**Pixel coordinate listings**
------

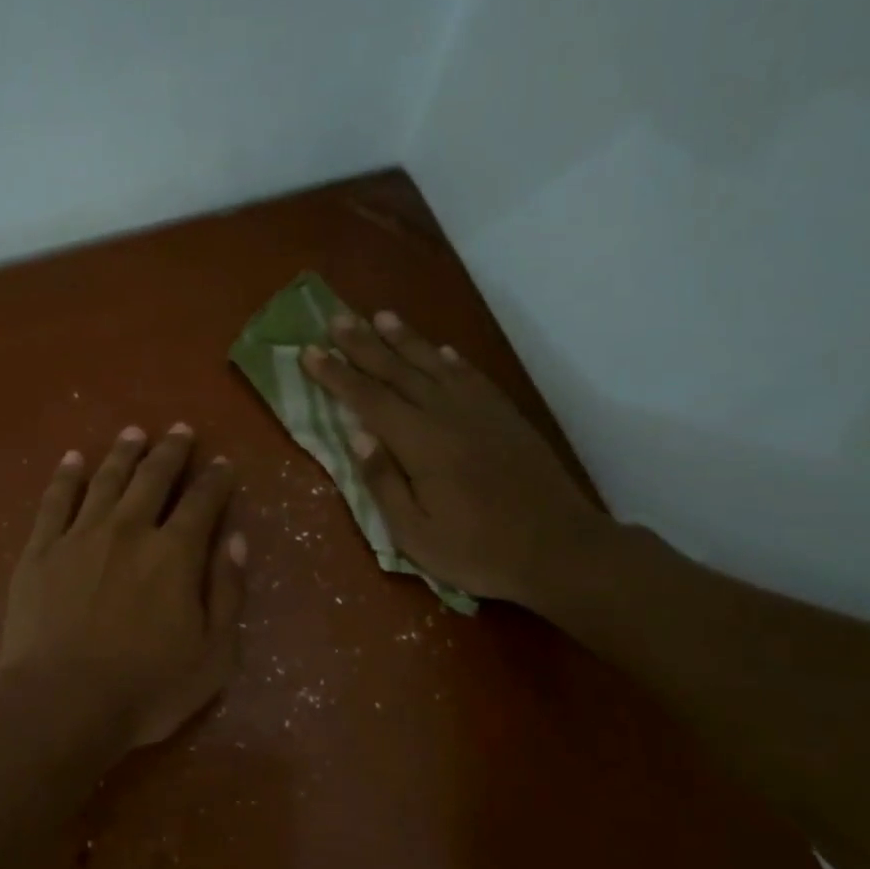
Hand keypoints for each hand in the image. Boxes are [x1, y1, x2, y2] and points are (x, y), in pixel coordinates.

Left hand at [0, 424, 246, 747]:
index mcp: (174, 553)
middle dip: (171, 451)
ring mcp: (80, 536)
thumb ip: (227, 592)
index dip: (215, 479)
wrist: (62, 704)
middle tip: (180, 430)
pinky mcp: (40, 551)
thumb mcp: (213, 654)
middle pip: (153, 478)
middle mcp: (129, 530)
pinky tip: (73, 459)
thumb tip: (235, 539)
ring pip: (106, 480)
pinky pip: (54, 501)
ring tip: (133, 432)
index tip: (222, 462)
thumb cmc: (146, 688)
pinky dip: (66, 476)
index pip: (202, 502)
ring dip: (123, 453)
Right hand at [299, 311, 603, 607]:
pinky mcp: (507, 418)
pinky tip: (442, 351)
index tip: (309, 351)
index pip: (368, 400)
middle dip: (363, 344)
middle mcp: (448, 415)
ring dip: (405, 339)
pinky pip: (473, 378)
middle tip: (336, 318)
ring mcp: (481, 413)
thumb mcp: (415, 534)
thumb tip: (357, 435)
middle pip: (397, 372)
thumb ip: (383, 482)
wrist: (560, 551)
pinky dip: (453, 360)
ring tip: (381, 316)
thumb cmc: (478, 552)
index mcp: (421, 444)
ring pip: (435, 365)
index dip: (336, 375)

------

**YOUR OBJECTIVE**
A copy of each line in the data above that holds the string "hand" is needed.

**ANSWER SECTION**
Hand keypoints for each hand in the image. Boxes are [x1, y1, x2, y2] and points are (x, y), in pixel coordinates.
Left hand at [0, 424, 246, 747]:
Right hand at [299, 311, 603, 607]:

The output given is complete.